Palme, Mick and Harry

Enemy Within

March 10, 1995

Since both the Communist Party of Great Britain and that of the USSR have ceased to exist, it has become possible, though far from easy, to separate the history of British communism from the passions and prejudices of the era of religious wars in which it has been embedded for so long. Enemy Within, an agreeably brief book of some 230 pages, written in the handy prose of good journalism, goes far to prove the point, for it is published less than five years after the 71 years of the British CP's life (1920-91) ended.

Imagination and empathy, both political and psychological, are the book's main strengths. The author has been remarkably successful in understanding the revolutionary hopes of those who became communists after 1917, the absolute conviction of the 1930s - "no later generation has enjoyed the same political certainty'' (Denis Healey) - and the complex but virtually unbreakable bonds that linked the inter-war leaders, however conscious they were of the horrors of Stalinism, to the Soviet Union. Beckett is unusually good at catching the tone of leading individuals, whether those whom it is almost impossible not to admire or like - a Harry Pollitt or Mick McGahey - or those unusually resistant to outside sympathy - a Bill Rust for instance. He may even have penetrated the carapace of R. Palme Dutt. With the rarest exceptions - R. Page Arnot is one - all are treated with admirable if far from uncritical fairness. Denunciation is not to Beckett's taste.

The book is not, of course, "the full story'' its blurb announces. It is plainly not designed to be. The author's startling omission of all source references is unnecessarily modest, for it conceals his own additions to knowledge, based on some work in Moscow and on much interviewing of good first-hand sources. While he relies on the large historical literature, he provides new material on the last years of the party, and what is probably the first general conspectus of its financing during the periods of dependence on Moscow, ie from 1920 till the mid-1930s and from 1957 to 1979 or perhaps beyond. He is less illuminating about the decades of non-Soviet financing, about which he seems to know little. Still, though basically not original, this is a pretty sound narrative account of CP history, which can be recommended to anyone interested in 20th-century Britain, or in a rousing if ambiguous story full of human interest and high-profile "characters''. However, it will disappoint more serious historical readers.

Some important aspects of CPGB history do not interest the author at all, notably its "colonial'' work. The word India does not appear in the index, though the Indian CP, which long treated Dutt as its guru, was largely founded and initially provided with leaders by the CPGB. The British left dimension is essential to understanding the Nehru dynasty.
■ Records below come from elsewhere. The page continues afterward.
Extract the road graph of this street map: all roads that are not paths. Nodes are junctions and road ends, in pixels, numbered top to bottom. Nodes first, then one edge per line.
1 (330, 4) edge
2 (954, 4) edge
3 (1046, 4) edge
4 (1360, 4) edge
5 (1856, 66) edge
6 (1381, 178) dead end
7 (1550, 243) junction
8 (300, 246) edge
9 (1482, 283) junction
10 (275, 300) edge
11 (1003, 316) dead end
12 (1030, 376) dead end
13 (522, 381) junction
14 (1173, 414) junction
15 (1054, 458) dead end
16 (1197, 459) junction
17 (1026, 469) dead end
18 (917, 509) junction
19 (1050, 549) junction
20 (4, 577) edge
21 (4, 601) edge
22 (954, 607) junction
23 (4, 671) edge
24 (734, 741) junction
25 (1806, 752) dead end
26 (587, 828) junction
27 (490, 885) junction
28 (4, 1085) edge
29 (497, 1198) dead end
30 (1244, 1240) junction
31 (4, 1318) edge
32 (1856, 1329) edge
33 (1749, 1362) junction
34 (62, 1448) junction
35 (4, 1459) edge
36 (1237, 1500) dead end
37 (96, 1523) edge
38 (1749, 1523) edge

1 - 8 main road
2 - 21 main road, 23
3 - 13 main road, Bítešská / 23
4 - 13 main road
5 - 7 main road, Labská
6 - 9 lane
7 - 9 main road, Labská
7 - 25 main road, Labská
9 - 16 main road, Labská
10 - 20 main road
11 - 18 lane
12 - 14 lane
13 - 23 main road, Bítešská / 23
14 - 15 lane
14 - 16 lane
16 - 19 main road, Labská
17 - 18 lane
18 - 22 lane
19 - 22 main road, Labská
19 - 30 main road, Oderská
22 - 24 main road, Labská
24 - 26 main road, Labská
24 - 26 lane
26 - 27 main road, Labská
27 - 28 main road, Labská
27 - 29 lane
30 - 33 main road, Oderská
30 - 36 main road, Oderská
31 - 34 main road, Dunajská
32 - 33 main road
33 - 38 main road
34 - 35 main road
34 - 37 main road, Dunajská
Others suffer because the author asks few of the comparative questions which the subject cries out for. How did the CPGB differ from other small (though often relatively larger) CPs overshadowed by dominant mass labour parties and movements -moderate, as in Denmark and Sweden, radical, as in Norway and Austria? Why did 1930s Britain, unlike the United States, lack a prominent body of Marxist but anti-Stalinist intellectuals, except perhaps for the small but distinguished expatriate Caribbean group? Indeed, some obvious questions remain curiously unanswered. Beckett makes much of the prominence of Scots and Jews in the party, but hardly notices the Welsh. No historian of Labour could plausibly forget them. Why the difference? Nowadays one might even expect some observations about women, who seem to have been less prominent in the CP, and perhaps proportionately less numerous than in the Labour Party.

Indeed, the relation between CP and Labour is more central than Beckett allows. It was one of complementarity not rivalry, at least once the CP abandoned the idiocies of "class against class'' with some relief in the early 1930s. It was then that it became, in effect, the school of industrial politics for all young shop-floor militants, including most who were to become national union leaders 30 years later. Paradoxically, it was helped by the curious bifurcation of the official Labour leadership. Bevin was not Morrison. Hardly any union discriminated against communists before the Cold War, whereas the Labour Party banned all contact with them. On the factory floor, therefore, union leaders who thought collective bargaining was the real business of the movement, found common ground with communists who could not have the option of becoming councillors or MPs, even had they wanted to.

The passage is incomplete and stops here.